Podemos o no coincidir con la valoración, pero para ponderar y evaluar
las calificaciones otorgadas a cada país por el idea,
cabe señalar que Bolivia recibió, en 4 de los atributos, calificaciones
semejantes a las de nuestro país y, en uno, participación, nos supera.
En diciembre de 2019, ya publicado el reporte citado, Bolivia sufrió un golpe
de Estado que obligó a su presidente, Evo Morales, a renunciar al cargo para
luego solicitar asilo político, primero en México y luego en Argentina. Así que
debemos guardar prudente reserva ante tales calificaciones.
Poner tache o palomita a las democracias es tentación y riesgo de
quienes realizan ese tipo de ejercicios. Nada garantiza que el país calificado
ayer con palomita, al poco tiempo sufra un retroceso democrático de
consecuencias mayúsculas. Así ocurrió en Chile cuando sobrevino el golpe de
Estado contra el presidente Salvador Allende, en el ya lejano 1973, pero
también en Brasil, en donde la presidenta Dilma Rousseff fue destituida, en 2016, por una maniobra
parlamentaria que algunos consideraron ¬–en su momento– como un golpe de Estado
técnico o, mejor dicho, legislativo.
Una cosa es calificar la calidad –real o supuesta– de una
democracia y otra muy diferente es evaluar la solidez de sus instituciones y,
en general, de su sistema constitucional de gobierno, o si se prefiere otra
denominación, de su régimen político.
En 1990, en un coloquio sobre asuntos
políticos, el escritor peruano Mario Vargas Llosa calificó a México como “la
dictadura perfecta”; su colega en esa mesa, que en ese año obtuvo el Premio
Nobel de Literatura, Octavio Paz, le propinó un fuerte regaño. La historia
posterior dio la razón al poeta mexicano. Una década más tarde (2000) el país
de la “dictadura perfecta” asombró al mundo al celebrar unas elecciones libres
y justas en las que el pri fue
desalojado de la presidencia de México después de 71 años ininterrumpidos de
monopolizar ese cargo. La sorpresa la resumió en una frase el entonces
presidente del gobierno español, Felipe González, quien afirmó que la noche de
la elección los mexicanos parecían suecos.

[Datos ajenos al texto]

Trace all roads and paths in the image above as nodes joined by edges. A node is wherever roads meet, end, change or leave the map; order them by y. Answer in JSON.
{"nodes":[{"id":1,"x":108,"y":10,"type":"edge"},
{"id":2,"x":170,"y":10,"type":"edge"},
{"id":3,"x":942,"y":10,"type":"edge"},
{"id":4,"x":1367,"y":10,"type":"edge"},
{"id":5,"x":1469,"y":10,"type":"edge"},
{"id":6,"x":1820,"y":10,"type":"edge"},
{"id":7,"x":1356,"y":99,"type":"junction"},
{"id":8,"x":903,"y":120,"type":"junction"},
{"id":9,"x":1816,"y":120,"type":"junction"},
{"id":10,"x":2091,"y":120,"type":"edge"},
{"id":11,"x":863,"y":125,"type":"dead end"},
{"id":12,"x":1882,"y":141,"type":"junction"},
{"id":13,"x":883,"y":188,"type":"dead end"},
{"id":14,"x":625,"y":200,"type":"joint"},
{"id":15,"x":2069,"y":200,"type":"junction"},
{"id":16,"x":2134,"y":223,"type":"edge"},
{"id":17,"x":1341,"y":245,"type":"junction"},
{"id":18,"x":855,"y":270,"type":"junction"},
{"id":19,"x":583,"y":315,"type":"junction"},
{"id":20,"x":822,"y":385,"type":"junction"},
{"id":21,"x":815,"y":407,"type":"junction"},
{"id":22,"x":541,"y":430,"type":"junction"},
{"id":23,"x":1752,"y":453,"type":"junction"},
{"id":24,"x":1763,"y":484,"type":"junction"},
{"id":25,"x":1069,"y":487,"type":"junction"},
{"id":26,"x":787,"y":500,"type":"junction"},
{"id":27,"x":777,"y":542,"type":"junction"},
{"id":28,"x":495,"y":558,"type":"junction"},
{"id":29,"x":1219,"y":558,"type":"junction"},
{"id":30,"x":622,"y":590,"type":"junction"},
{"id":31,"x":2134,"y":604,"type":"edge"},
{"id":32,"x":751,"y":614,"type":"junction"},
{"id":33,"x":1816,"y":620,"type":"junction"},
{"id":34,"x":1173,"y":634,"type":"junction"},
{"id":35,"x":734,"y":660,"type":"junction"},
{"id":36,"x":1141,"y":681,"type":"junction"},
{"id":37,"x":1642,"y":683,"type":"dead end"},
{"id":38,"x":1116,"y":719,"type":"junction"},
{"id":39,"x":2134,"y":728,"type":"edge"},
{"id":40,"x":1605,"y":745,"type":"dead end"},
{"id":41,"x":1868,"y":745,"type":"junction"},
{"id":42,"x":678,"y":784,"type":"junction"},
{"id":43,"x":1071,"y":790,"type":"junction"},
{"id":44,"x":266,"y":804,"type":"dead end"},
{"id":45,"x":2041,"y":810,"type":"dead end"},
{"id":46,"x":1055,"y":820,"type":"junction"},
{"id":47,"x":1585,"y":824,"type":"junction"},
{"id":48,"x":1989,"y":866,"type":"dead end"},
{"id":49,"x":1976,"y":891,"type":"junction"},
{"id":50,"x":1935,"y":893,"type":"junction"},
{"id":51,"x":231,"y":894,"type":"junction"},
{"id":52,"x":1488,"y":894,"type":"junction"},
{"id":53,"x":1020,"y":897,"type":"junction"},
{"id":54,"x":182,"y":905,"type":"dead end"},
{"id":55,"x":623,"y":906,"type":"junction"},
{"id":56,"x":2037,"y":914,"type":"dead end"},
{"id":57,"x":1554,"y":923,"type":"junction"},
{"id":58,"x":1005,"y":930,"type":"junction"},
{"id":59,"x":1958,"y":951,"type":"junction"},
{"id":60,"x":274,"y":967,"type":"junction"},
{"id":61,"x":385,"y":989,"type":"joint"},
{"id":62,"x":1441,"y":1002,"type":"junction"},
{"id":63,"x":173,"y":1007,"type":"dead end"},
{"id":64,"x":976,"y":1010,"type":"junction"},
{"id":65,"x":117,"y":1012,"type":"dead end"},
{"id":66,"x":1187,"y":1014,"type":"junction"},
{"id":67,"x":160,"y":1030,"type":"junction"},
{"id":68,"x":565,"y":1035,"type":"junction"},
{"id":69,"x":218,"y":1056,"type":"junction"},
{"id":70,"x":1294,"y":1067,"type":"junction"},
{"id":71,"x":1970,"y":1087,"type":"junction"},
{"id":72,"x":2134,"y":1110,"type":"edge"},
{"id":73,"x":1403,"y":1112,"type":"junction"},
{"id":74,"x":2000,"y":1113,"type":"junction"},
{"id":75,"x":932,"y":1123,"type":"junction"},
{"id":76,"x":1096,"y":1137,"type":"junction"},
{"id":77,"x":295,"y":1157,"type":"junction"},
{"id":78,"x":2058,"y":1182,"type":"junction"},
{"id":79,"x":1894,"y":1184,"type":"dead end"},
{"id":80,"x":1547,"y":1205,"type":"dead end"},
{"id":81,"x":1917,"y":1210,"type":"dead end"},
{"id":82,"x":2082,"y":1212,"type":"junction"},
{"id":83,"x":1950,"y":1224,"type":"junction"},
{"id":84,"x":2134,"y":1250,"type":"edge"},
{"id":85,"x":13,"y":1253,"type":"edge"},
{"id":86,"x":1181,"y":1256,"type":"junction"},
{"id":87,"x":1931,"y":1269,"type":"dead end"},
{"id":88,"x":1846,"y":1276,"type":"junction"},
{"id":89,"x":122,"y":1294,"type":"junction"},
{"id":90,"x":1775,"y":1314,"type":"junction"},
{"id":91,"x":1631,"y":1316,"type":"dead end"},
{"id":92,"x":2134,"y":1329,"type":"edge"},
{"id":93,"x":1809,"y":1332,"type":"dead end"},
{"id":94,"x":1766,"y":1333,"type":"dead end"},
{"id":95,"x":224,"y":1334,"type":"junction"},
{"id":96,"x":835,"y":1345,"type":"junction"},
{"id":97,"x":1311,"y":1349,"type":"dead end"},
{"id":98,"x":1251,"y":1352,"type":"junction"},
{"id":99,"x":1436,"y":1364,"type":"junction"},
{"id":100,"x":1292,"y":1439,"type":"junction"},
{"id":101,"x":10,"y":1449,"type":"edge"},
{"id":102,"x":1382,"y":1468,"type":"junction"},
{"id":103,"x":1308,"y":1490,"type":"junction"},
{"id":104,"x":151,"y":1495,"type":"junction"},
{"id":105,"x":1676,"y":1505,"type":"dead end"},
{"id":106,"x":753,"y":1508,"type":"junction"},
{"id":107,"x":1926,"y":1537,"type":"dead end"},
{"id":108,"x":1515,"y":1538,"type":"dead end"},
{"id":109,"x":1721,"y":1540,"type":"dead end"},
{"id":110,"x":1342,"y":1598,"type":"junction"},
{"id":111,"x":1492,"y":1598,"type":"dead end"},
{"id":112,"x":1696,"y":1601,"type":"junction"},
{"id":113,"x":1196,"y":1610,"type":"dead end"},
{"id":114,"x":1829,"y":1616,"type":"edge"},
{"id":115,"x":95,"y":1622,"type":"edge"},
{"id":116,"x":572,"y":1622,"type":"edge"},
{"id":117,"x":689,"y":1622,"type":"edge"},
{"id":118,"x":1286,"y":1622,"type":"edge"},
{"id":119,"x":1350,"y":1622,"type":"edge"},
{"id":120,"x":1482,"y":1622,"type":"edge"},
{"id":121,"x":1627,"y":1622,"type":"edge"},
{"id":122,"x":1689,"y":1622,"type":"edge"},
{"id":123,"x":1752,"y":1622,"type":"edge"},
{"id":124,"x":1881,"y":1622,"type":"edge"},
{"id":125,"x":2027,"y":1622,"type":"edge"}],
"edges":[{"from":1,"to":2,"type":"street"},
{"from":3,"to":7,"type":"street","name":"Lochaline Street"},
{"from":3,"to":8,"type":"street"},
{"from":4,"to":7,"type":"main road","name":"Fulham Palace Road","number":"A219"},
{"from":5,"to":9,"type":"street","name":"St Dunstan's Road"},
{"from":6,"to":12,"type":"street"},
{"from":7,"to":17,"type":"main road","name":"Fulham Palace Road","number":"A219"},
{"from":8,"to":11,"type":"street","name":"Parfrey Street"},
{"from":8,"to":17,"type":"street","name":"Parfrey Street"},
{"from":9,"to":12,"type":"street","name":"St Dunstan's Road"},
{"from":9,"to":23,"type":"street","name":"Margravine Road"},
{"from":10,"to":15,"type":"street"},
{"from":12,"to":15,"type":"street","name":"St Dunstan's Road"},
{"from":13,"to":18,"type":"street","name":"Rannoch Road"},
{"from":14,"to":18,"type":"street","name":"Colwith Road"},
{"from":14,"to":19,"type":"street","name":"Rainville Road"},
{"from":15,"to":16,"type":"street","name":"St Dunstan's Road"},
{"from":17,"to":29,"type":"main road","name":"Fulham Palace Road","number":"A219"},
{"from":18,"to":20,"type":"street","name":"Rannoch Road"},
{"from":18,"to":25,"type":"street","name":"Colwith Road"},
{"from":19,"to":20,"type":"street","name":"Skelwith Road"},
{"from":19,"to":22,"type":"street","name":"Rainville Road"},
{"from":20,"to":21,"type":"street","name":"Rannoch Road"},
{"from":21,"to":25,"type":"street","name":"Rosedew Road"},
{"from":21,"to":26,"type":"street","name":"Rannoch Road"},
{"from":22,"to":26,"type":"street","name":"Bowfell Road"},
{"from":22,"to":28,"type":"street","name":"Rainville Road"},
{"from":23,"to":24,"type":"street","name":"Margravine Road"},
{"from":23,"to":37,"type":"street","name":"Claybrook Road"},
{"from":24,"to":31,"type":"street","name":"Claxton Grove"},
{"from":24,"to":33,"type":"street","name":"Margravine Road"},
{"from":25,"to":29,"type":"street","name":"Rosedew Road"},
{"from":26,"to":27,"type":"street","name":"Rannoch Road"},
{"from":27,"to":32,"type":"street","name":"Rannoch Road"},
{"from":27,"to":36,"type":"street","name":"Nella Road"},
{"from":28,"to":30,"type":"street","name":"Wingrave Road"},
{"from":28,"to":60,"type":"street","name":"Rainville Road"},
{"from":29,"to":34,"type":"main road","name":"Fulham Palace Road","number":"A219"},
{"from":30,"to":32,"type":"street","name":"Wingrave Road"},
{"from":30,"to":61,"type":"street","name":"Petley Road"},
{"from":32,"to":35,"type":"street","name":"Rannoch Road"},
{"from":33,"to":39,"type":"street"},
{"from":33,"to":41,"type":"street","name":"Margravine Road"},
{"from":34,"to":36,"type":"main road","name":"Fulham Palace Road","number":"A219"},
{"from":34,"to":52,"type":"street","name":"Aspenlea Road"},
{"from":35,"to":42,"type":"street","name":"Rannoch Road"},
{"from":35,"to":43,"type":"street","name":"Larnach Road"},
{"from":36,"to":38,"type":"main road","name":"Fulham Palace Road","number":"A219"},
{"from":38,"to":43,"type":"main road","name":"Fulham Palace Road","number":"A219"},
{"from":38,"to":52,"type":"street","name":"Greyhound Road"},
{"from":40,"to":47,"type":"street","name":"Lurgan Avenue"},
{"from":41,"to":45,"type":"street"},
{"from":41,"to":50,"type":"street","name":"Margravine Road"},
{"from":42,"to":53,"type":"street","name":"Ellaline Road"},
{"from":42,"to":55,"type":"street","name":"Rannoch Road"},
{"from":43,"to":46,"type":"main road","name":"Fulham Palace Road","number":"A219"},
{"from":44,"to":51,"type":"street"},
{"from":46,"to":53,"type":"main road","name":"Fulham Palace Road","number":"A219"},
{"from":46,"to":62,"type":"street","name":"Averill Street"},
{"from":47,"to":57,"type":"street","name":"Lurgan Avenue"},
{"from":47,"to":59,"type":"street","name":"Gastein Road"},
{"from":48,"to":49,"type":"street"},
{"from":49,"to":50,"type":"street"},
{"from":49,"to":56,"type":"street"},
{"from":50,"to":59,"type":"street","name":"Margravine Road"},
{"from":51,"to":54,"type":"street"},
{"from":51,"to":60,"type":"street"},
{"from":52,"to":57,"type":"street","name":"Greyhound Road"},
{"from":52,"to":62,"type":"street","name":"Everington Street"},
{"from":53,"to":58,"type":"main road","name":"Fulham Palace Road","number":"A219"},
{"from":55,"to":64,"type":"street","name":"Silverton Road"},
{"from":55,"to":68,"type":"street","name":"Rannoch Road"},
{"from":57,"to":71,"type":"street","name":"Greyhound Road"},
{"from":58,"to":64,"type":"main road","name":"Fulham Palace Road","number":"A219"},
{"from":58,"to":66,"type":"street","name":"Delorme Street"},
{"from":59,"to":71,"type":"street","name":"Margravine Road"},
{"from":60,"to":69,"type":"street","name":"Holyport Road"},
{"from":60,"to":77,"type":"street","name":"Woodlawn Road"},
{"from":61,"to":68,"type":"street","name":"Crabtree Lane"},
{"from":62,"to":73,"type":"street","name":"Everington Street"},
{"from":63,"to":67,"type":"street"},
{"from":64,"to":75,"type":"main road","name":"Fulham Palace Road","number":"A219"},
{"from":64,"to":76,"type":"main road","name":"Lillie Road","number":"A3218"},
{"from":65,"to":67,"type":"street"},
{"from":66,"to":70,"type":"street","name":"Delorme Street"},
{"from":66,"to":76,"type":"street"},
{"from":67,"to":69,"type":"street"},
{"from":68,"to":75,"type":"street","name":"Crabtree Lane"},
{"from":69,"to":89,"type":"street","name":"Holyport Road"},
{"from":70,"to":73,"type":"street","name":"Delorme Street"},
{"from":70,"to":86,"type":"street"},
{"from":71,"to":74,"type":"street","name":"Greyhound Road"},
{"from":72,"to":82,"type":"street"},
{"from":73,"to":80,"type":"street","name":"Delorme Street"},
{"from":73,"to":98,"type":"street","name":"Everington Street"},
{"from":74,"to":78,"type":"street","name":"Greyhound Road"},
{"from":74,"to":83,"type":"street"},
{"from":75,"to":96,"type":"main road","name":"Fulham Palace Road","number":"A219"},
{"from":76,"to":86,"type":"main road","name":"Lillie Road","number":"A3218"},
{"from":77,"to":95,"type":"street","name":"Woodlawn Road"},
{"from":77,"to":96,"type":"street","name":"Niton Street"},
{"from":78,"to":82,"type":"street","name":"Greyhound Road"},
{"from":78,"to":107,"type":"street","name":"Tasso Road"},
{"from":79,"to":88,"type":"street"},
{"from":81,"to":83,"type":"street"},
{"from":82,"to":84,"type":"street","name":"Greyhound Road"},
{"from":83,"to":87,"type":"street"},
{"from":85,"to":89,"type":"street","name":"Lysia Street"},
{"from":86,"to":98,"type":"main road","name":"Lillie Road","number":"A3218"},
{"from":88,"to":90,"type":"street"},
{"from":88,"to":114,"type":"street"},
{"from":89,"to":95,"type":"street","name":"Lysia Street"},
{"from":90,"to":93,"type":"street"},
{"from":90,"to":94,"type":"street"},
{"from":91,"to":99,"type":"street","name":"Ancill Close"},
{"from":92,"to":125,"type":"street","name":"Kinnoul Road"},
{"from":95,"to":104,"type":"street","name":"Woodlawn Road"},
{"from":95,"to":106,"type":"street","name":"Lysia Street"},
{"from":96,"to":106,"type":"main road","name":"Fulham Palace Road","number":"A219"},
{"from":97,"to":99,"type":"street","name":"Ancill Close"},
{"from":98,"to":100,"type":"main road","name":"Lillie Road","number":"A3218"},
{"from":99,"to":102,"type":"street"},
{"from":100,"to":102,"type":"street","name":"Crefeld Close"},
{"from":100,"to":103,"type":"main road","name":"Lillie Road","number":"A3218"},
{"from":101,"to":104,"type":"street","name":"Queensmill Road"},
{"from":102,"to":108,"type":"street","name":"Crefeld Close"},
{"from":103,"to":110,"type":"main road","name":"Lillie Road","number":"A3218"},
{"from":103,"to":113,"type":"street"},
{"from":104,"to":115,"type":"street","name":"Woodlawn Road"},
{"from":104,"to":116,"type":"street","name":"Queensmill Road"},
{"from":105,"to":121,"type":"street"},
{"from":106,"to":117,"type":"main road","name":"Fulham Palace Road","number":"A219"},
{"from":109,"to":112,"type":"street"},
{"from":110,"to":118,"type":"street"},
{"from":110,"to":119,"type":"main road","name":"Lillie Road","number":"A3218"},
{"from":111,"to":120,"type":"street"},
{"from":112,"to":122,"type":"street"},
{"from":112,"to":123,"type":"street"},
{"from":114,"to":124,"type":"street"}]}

Un enfoque complementario al usado por el idea para evaluar las democracias podría ser el valorar la
estabilidad y continuidad institucionales en cada país, cuyo elemento de
expresión sería la permanencia y fortaleza de las instituciones gubernamentales
y de justicia. México es el país de más
larga data en estabilidad institucional, entendida como apego al marco
constitucional y a la celebración de elecciones periódicas, en la historia del
siglo xx latinoamericano. Mientras
que en Centro y Sudamérica no hubo país que se salvara de sufrir golpes de
Estado que derrocaron a gobernantes electos y suspendieron la vigencia de sus
constituciones, en algunos casos con trágicas consecuencias en términos de
represión y asesinatos, en México la Constitución y las elecciones no han
dejado de ser, desde 1917, el marco de referencia del sistema de gobierno y la
vía –formal si se quiere, pero elecciones al fin y al cabo– para decidir y
legitimar a los gobernantes y legisladores, desde el más remoto municipio hasta
la cúspide del poder político: la Presidencia y las dos cámaras legislativas
federales.
Paradójico resulta que el país que mayores cambios
político-electorales registró en las dos décadas finales del Siglo xx y que ha vivido tres alternancias
presidenciales en paz y civilidad (2000, 2012, 2018), siga mereciendo tan bajas
calificaciones para la calidad de su democracia y que el sistema electoral,
quizá la construcción jurídica e institucional más emblemática de su larga
etapa transicional, siga siendo motivo de agrias polémicas y de una
interminable lista de propuestas para seguir reformando lo tantas veces
reformado.
A la controversia sobre la calidad de la democracia mexicana, que
sigue presente en la academia y en el debate político, se ha sumado ahora una
extendida preocupación por lo que algunos críticos del actual gobierno
consideran una situación de amenaza ya no solo para la calidad de la democracia
mexicana sino, incluso, para su continuidad.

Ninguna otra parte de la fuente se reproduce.